Relationship between leucocytosis and left ventricular ejection fraction in patients with acute myocardial infarction

Abstract
Myocardial infarction (MI) is common and affects a significant number of people annually. Death occurs due to either arrhythmia or heart failure. As leucocytosis, especially elevated neutrophil count, is a hallmark of inflammatory reactions in patients with MI, we investigated the relationship between leucocytosis on admission and left ventricular ejection fraction (LVEF) in patients with acute MI (AMI). Patients with AMI were enrolled in a case-control study. Blood samples obtained in the first 24 hours after the onset of pain were analysed for cardiac enzyme levels and cell count. Echocardiography was performed on Days 3-5. Patients with LVEF < 45% were assigned to the left ventricular (LV) systolic dysfunction group (n = 69) and those with LVEF ≥ 45% were taken as controls (n = 69). All patients were matched for variables such as hypertension, diabetes mellitus, hyperlipidaemia, family history of cardiac disease, age and gender. Leucocytosis was higher in patients with systolic dysfunction (47.8%) when compared with the controls (20.3%), and was significantly associated with the development of LV systolic dysfunction (p = 0.001).

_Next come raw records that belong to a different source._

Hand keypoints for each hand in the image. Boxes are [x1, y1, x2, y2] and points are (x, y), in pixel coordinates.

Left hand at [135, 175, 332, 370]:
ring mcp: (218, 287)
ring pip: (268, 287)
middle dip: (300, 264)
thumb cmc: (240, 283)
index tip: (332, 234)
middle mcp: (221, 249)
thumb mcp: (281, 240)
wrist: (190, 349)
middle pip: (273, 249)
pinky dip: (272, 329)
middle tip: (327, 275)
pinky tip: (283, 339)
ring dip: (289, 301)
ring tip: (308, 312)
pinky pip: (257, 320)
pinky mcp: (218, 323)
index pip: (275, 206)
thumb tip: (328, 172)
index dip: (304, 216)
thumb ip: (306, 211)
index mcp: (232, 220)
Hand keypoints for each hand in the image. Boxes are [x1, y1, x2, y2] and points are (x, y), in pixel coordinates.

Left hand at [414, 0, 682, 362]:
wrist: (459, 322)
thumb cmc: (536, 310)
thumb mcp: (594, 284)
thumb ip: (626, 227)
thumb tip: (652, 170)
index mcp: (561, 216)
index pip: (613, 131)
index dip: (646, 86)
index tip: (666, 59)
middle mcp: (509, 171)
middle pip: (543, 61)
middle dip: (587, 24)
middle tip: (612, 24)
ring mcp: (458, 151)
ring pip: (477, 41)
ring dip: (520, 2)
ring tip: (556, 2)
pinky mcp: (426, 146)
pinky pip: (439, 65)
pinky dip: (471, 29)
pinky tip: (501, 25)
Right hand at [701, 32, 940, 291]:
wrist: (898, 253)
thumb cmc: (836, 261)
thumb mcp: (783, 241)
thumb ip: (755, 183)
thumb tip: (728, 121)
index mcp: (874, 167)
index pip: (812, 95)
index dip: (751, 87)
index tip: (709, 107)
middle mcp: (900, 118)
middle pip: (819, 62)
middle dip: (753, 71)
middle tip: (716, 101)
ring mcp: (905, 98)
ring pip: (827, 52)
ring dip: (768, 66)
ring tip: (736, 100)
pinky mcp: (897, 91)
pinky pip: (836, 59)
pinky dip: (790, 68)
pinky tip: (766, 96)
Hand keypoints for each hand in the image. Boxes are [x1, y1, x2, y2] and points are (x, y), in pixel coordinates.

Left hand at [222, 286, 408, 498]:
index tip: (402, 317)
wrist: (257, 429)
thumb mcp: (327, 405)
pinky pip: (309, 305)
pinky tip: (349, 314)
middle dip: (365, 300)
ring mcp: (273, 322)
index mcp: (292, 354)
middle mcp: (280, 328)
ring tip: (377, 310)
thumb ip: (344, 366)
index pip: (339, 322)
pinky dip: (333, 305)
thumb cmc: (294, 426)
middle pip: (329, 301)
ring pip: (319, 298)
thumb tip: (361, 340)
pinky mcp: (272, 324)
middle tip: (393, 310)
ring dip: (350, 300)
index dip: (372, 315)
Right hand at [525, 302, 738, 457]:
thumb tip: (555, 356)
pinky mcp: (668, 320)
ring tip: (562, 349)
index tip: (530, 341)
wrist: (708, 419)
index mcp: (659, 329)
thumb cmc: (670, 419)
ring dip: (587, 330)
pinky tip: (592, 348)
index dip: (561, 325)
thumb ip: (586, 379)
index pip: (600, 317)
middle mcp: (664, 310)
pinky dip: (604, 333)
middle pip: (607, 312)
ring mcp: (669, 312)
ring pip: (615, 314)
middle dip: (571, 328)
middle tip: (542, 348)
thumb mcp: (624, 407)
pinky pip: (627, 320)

Similarly, neutrophilia was more common in patients with systolic dysfunction than the controls (6.6% vs. 34.8%), and was significantly associated with LV systolic dysfunction (p < 0.001). Monocytosis was higher in the controls than the systolic dysfunction group (40.6% vs. 33.3%; p = 0.378). Leucocytosis and neutrophilia in the acute phase of MI are important predictive factors for the development of LV systolic dysfunction. Leucocytosis can be used for risk stratification of such patients.